• **EXERCISE**:
Omit every picture, then return each line of the data below exactly.

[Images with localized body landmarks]
-----
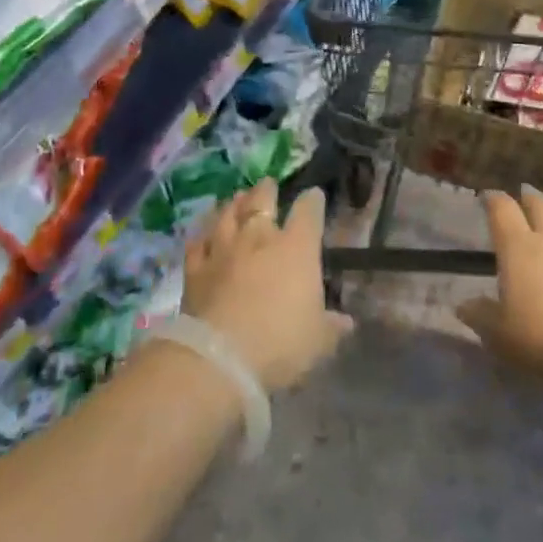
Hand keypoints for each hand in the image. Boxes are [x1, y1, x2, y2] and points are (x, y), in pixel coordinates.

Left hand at [183, 181, 353, 391]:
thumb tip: (347, 322)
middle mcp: (259, 238)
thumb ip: (331, 327)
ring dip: (233, 204)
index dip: (312, 201)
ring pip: (227, 215)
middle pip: (262, 201)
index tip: (314, 195)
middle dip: (267, 190)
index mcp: (296, 248)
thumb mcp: (318, 341)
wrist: (220, 358)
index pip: (308, 212)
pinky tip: (202, 232)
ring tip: (236, 197)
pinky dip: (201, 235)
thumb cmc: (281, 344)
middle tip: (268, 184)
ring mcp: (223, 250)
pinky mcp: (195, 269)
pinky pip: (197, 243)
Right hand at [457, 185, 542, 386]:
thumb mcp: (498, 333)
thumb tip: (463, 305)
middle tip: (522, 193)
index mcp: (518, 247)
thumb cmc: (542, 338)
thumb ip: (479, 315)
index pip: (502, 209)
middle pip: (538, 204)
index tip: (486, 196)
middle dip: (528, 196)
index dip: (493, 199)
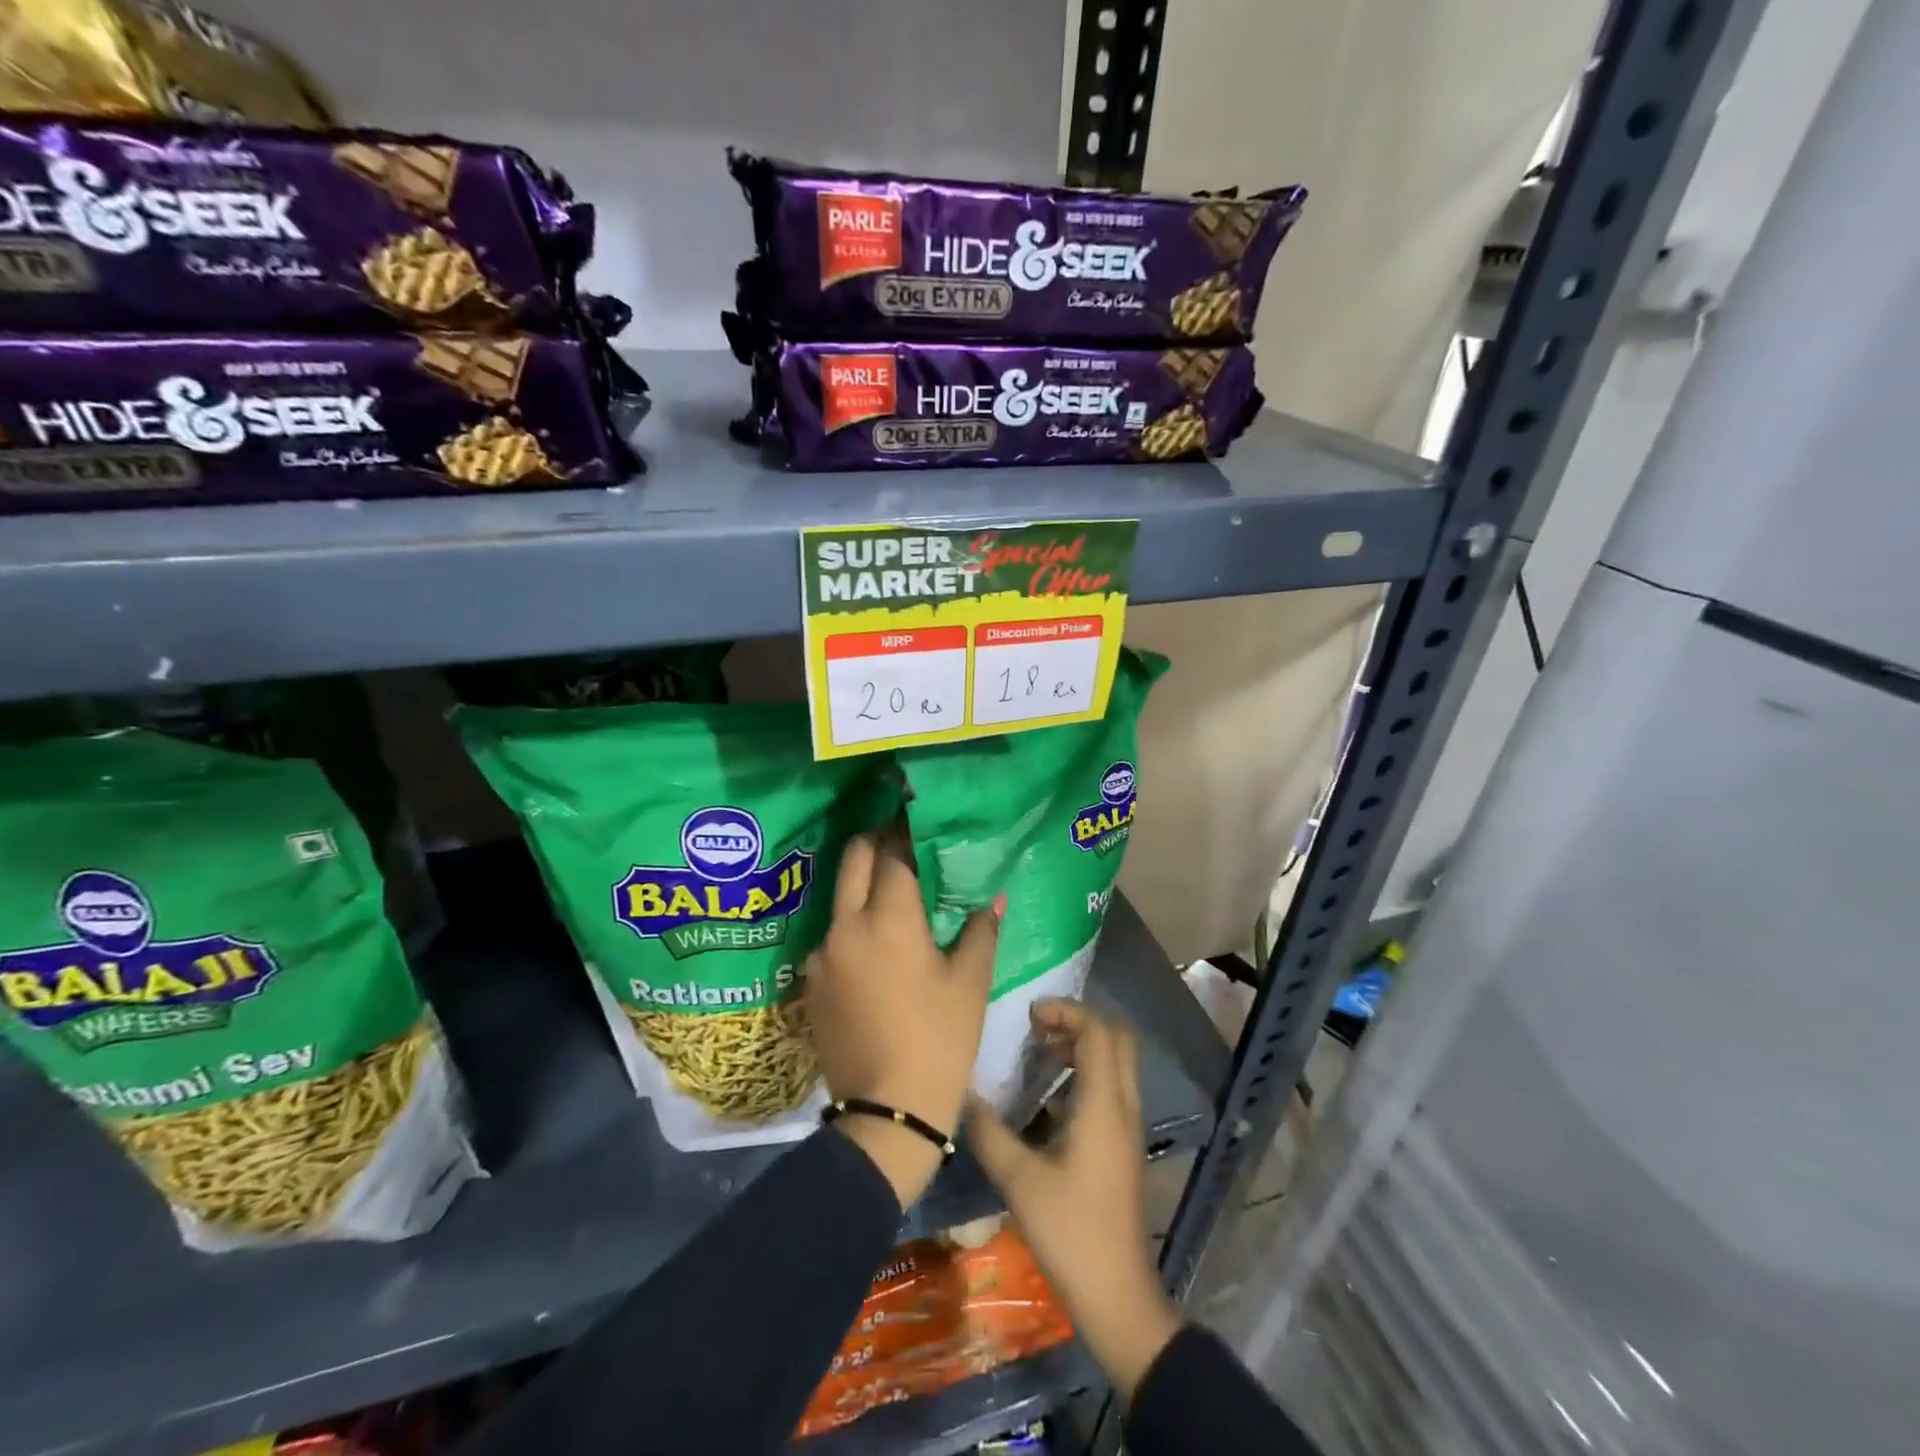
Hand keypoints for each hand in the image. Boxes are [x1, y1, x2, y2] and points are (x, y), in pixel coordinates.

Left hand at [804, 831, 998, 1206]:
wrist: (886, 1112)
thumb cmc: (939, 1040)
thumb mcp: (970, 983)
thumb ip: (980, 930)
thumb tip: (993, 897)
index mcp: (888, 918)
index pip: (894, 852)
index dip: (908, 831)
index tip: (921, 820)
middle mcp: (846, 925)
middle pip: (854, 858)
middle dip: (877, 841)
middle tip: (903, 842)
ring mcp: (821, 954)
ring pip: (839, 897)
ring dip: (863, 884)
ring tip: (892, 895)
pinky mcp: (810, 982)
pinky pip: (832, 936)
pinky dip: (853, 926)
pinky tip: (875, 947)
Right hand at [968, 999, 1182, 1401]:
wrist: (1117, 1294)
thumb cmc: (1070, 1231)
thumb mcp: (1019, 1180)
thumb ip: (988, 1132)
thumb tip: (963, 1093)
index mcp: (1104, 1103)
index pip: (1098, 1031)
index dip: (1066, 1010)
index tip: (1029, 1014)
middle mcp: (1123, 1105)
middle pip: (1116, 1038)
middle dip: (1078, 1022)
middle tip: (1037, 1028)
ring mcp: (1127, 1126)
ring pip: (1115, 1062)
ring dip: (1081, 1047)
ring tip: (1037, 1054)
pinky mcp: (1122, 1144)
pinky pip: (1109, 1087)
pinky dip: (1083, 1074)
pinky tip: (1047, 1098)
-----
• **ANSWER SECTION**:
Hand keypoints for each hand in the image. Boxes are [x1, y1, x2, y2] and points are (x, y), in pixel coordinates.

Left hand at [183, 181, 353, 391]:
thumb tip: (347, 322)
middle mcp: (259, 238)
thumb ip: (331, 327)
ring dip: (233, 204)
index dip: (312, 201)
ring pip: (227, 215)
middle pip: (262, 201)
index tip: (314, 195)
middle dip: (267, 190)
index mcp: (296, 248)
thumb mcp: (318, 341)
wrist: (220, 358)
index pip: (308, 212)
pinky tip: (202, 232)
ring tip: (236, 197)
pinky dip: (201, 235)
thumb cmc: (281, 344)
middle tip: (268, 184)
ring mcp: (223, 250)
pinky mcp: (195, 269)
pinky pip: (197, 243)
Right hand at [457, 185, 542, 386]:
thumb mcp: (498, 333)
thumb tip: (463, 305)
middle tip: (522, 193)
index mcp: (518, 247)
thumb cmc: (542, 338)
thumb ip: (479, 315)
index pip: (502, 209)
middle pip: (538, 204)
index tip: (486, 196)
middle dip: (528, 196)
index dip: (493, 199)
Hand keypoints for each hand in the image. Boxes are [x1, y1, x2, y2] and points are (x, y), in pixel coordinates.

Left hand at [804, 831, 998, 1206]:
wrist: (886, 1112)
thumb cmc: (939, 1040)
thumb mcp: (970, 983)
thumb ip: (980, 930)
thumb tip: (993, 897)
index mcp: (888, 918)
index pip: (894, 852)
index dip: (908, 831)
index tip: (921, 820)
middle mcp: (846, 925)
middle pip: (854, 858)
middle dip: (877, 841)
middle tip: (903, 842)
ring mcp: (821, 954)
ring pip: (839, 897)
ring dip: (863, 884)
ring tip: (892, 895)
pinky mcp: (810, 982)
pinky pip: (832, 936)
pinky dip: (853, 926)
pinky tip: (875, 947)
Right hand at [968, 999, 1182, 1401]:
wrist: (1117, 1294)
thumb cmc: (1070, 1231)
thumb mcp: (1019, 1180)
thumb ip: (988, 1132)
thumb tip: (963, 1093)
index mcp: (1104, 1103)
index pip: (1098, 1031)
index dip: (1066, 1010)
index tip: (1029, 1014)
middle mcp: (1123, 1105)
middle pip: (1116, 1038)
middle dip: (1078, 1022)
middle tip: (1037, 1028)
ring mcp: (1127, 1126)
ring pip: (1115, 1062)
ring dip: (1081, 1047)
ring tip: (1037, 1054)
pinky mcp: (1122, 1144)
pinky pip: (1109, 1087)
pinky dip: (1083, 1074)
pinky tip: (1047, 1098)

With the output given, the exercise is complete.